Activity
Repeat the whole listing below with nothing added or dropped.

Raw data
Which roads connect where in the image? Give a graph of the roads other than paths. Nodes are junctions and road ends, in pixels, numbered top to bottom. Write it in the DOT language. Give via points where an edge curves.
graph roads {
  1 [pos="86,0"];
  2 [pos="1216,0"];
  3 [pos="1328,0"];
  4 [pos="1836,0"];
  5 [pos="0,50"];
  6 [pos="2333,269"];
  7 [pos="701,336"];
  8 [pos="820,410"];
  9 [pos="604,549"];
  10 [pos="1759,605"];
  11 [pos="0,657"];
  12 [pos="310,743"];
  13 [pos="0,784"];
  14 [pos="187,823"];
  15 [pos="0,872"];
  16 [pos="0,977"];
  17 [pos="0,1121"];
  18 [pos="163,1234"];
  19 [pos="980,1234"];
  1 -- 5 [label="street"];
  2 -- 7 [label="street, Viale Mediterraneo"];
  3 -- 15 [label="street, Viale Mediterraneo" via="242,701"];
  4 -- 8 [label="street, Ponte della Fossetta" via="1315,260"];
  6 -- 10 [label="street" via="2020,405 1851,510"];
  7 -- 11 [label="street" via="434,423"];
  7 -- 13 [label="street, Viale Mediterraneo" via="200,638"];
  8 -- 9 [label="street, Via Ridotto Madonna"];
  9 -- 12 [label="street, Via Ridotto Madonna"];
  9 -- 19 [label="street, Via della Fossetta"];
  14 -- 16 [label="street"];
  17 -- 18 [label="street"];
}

Solution to the problem
Which roads connect where in the image? Give a graph of the roads other than paths. Nodes are junctions and road ends, in pixels, numbered top to bottom. Write it in the DOT language. Give via points where an edge curves.
graph roads {
  1 [pos="86,0"];
  2 [pos="1216,0"];
  3 [pos="1328,0"];
  4 [pos="1836,0"];
  5 [pos="0,50"];
  6 [pos="2333,269"];
  7 [pos="701,336"];
  8 [pos="820,410"];
  9 [pos="604,549"];
  10 [pos="1759,605"];
  11 [pos="0,657"];
  12 [pos="310,743"];
  13 [pos="0,784"];
  14 [pos="187,823"];
  15 [pos="0,872"];
  16 [pos="0,977"];
  17 [pos="0,1121"];
  18 [pos="163,1234"];
  19 [pos="980,1234"];
  1 -- 5 [label="street"];
  2 -- 7 [label="street, Viale Mediterraneo"];
  3 -- 15 [label="street, Viale Mediterraneo" via="242,701"];
  4 -- 8 [label="street, Ponte della Fossetta" via="1315,260"];
  6 -- 10 [label="street" via="2020,405 1851,510"];
  7 -- 11 [label="street" via="434,423"];
  7 -- 13 [label="street, Viale Mediterraneo" via="200,638"];
  8 -- 9 [label="street, Via Ridotto Madonna"];
  9 -- 12 [label="street, Via Ridotto Madonna"];
  9 -- 19 [label="street, Via della Fossetta"];
  14 -- 16 [label="street"];
  17 -- 18 [label="street"];
}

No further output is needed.